La réinvention du contrôle et du débat parlementaires est vitale. Le pouvoir exécutif doit être contrôlé, les grandes questions doivent être débattues, même si elles sont finalement décidées par referendum. Ces débats ne doivent pas être empêchés par la certitude que les jeux sont faits d’avance et pendant cinq ans. Considération du vote blanc, quorum pour la validité de tout scrutin, vote de conscience dans la plupart des cas aux Assemblées.

Planification et aménagement du territoire sont des institutions françaises, perdues de vue et de pratique : ce sont elles qui rendent l’Etat communicatif, qui contribuent à la rencontre efficace et documentée des partenaires sociaux entre eux et avec la puissance publique, qui assurent la solidarité entre régions, collectivités territoriales, font les libertés concrètes, garantissent la personnalité historique, géographique, mentale de chacun de nos composantes.

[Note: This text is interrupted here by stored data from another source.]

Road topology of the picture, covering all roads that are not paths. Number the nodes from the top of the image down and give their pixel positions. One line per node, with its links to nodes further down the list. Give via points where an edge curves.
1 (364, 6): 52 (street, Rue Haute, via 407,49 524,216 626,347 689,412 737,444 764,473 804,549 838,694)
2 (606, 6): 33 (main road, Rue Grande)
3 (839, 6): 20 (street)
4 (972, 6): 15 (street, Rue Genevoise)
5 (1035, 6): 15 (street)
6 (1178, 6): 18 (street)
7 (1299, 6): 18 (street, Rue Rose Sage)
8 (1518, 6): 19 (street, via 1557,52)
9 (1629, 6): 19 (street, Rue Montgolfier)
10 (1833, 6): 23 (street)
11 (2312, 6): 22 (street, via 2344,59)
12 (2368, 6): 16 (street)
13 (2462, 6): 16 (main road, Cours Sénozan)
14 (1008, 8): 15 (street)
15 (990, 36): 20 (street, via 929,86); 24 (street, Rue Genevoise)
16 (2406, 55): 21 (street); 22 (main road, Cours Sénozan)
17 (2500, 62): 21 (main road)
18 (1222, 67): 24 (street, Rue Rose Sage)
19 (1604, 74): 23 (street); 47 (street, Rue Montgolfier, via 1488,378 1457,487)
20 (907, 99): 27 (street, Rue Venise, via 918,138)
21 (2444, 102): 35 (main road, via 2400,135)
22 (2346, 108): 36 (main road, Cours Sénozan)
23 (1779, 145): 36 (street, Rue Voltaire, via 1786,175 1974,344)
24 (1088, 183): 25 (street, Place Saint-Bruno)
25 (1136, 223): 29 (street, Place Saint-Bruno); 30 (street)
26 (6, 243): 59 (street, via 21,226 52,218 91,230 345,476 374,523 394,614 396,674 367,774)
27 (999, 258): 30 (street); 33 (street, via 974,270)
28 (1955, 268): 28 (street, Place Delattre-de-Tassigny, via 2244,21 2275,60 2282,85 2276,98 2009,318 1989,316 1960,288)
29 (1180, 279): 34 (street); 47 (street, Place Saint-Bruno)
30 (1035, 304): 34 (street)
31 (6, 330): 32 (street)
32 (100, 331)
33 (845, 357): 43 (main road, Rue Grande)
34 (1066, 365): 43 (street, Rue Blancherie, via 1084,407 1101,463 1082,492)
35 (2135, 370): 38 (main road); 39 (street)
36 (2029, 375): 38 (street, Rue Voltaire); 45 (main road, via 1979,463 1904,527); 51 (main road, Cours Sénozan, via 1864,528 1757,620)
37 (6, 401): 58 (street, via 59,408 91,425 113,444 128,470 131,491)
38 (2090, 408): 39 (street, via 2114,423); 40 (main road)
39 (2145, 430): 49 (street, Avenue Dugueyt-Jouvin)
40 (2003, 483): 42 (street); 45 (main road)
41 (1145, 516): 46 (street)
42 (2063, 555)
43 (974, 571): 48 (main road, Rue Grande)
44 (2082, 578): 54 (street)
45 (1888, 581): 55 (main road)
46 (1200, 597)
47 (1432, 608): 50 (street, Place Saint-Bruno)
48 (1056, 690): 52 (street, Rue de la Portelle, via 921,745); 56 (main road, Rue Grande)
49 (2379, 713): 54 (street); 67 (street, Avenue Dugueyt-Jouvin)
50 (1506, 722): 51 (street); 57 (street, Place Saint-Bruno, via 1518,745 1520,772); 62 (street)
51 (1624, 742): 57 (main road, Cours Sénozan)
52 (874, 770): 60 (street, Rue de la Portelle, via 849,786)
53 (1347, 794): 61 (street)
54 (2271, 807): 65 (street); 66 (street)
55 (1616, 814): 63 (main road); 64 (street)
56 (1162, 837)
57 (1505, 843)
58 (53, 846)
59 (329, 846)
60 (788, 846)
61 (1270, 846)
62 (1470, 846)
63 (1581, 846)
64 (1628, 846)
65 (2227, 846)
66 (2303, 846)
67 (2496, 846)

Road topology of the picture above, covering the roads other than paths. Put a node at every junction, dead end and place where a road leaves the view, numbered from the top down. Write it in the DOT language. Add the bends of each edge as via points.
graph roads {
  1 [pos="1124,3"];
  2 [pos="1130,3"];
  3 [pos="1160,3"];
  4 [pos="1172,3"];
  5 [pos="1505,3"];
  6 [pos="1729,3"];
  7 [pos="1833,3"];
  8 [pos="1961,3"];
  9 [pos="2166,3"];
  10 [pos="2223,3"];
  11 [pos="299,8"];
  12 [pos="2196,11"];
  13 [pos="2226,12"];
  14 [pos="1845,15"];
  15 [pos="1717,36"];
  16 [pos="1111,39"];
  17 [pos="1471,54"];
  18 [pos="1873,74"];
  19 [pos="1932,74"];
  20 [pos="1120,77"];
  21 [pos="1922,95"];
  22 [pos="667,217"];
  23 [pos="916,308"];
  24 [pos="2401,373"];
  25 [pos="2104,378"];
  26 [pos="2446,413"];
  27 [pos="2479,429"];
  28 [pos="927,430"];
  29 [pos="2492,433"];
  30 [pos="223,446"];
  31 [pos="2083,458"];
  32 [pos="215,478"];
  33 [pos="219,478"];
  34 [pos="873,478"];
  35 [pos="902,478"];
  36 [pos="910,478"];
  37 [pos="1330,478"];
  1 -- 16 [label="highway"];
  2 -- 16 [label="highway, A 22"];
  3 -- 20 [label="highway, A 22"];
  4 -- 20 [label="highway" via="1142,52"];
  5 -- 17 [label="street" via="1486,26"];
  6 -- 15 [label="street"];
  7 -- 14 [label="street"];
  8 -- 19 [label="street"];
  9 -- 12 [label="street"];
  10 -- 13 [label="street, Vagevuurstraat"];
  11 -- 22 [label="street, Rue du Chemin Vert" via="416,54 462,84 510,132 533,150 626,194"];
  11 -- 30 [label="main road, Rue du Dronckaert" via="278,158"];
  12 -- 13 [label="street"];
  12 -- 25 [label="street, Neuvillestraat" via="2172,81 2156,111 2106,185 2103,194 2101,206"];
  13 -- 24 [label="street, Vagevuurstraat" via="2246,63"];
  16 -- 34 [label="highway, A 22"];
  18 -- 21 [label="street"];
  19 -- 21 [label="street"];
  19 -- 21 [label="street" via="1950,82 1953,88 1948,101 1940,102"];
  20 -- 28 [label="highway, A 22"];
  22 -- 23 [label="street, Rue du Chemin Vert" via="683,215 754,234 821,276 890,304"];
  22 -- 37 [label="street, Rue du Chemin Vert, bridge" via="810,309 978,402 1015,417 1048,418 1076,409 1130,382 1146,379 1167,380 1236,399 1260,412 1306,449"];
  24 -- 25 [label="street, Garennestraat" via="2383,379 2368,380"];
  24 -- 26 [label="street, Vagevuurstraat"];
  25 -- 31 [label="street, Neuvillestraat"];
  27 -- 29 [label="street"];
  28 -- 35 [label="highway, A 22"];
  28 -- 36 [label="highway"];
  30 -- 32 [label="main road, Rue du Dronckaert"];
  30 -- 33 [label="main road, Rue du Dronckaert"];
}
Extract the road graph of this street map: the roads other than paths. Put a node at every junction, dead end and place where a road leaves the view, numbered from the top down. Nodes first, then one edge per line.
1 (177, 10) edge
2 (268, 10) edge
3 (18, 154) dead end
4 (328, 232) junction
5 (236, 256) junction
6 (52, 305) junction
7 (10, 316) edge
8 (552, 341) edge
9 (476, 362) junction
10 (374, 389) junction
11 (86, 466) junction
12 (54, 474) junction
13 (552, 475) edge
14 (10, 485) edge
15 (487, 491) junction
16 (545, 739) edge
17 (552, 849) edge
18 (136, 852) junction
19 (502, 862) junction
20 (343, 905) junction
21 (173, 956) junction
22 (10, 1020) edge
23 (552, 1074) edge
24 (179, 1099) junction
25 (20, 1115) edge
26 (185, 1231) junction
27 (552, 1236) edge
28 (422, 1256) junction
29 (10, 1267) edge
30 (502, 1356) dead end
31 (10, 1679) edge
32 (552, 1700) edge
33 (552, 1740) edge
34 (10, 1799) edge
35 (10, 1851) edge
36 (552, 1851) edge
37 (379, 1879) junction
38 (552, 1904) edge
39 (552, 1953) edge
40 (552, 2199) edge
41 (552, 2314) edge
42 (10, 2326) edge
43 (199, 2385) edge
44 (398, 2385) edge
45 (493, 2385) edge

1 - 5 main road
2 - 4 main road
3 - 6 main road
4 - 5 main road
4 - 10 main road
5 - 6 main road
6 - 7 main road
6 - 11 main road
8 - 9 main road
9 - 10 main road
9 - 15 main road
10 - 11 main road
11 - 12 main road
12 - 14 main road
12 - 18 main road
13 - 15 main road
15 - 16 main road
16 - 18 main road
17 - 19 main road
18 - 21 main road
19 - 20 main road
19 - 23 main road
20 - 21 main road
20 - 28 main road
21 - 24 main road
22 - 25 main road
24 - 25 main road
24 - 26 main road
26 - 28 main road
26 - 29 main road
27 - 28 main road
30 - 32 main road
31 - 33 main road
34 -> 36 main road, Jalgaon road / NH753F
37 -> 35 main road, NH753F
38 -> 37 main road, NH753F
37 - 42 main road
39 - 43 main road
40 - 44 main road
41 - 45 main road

Cela n’a été nettement dit ni défendu par aucun des candidats.


II – Les résultats sont salubres


Le président sortant est sanctionné, pour la première fois un président sortant n’est pas le premier au premier tour, même si au second (Valéry Giscard d’Estaing) il est battu. La popularité de Nicolas Sarkozy au neuvième mois de son mandat est « tombée » au-dessous de 50% des sondés, et n’est jamais remontée au-dessus.

Il est sain que le même président sortant garde ses chances de réélection. Elles me semblent intactes. Un point et demi de différence avec son compétiteur principal. On prévoyait à l’automne jusqu’à dix points d’écart au premier tour. Ce qui oblige maintenant François Hollande à faire preuve d’un réel charisme, et Nicolas Sarkozy d’une véritable habileté. Le premier pour rassembler, y compris des électeurs qui lui sont hostiles à l’U.M.P. et au Front national. Le second pour se rallier les électeurs de Marine Le Pen et de François Bayrou. Cela devrait produire deux identifications. François Hollande, président de beaucoup plus que la gauche, qui n’obtient en gros que 44% des suffrages, et donc œcuménique, ce qui appelle une majorité parlementaire diversifiée, « plurielle ». Nicolas Sarkozy opérant de fait la fusion de l’U.M.P. consentante avec un parti d’extrême droite dont les thèses ont inspiré son propre exercice du pouvoir. Il est possible que cette fusion fasse renaître – très opportunément – un centre modéré et humaniste, européen et démocrate d’une part, et le mouvement du gaullisme social d’autre part. Les deux manquent au pays.

Le vote blanc que devrait recommander Marine Le Pen va donc être statistiquement considérable. Ce ne sera plus seulement, au second tour, la réflexion de quelques citoyens exigeants et scrupuleux, ne voulant en rien compromettre. Ce peut être massif, venir aussi des électeurs de François Bayrou. Argument de plus pour légiférer en sorte que ce vote soit désormais considéré comme exprimé et qu’il pèse par conséquent sur le culcul de la majorité.

Il est excellent que le Parti communiste, quel que soit son nom à l’avenir, réexiste et soit puissant.

Question et certitude.

Le prochain renouvellement de l’Assemblée nationale reflètera les résultats du premier tour de l’élection présidentielle. Je le souhaite. Ce qui suppose – à défaut d’une révision des lois électorales difficile à conclure en quelques jours, sous l’impulsion du nouveau président de la République, si c’est le cas – des ententes franches entre partis et une volonté des électeurs d’imposer leur premier choix, celui du 22 Avril.

Aussi bien les sondages sur les motivations du vote que l’échec relatif de Nicolas Sarkozy, montrent que les thèmes racistes de l’immigration de l’hostilité à l’Islam, voire la critique des aides sociales aux démuniss et aux chômeurs (sur lesquelles le président sortant voudrait une décision prochaine par referendum !) ne caractérisent aucun électorat de quelque candidat qu’il s’agisse. L’emploi et le pouvoir d’achat, le social et l’économique, dominent à juste titre.

Pour ma part, ce qui me fait choisir, même par défaut, est tout simple : la moralité de l’exercice du pouvoir, la recherche absolue de la justice autant en équité qu’en distributivité, le souci constant manifesté par celui qui va incarner la France pendant cinq ans de la grandeur de celle-ci et de l’honneur des Français.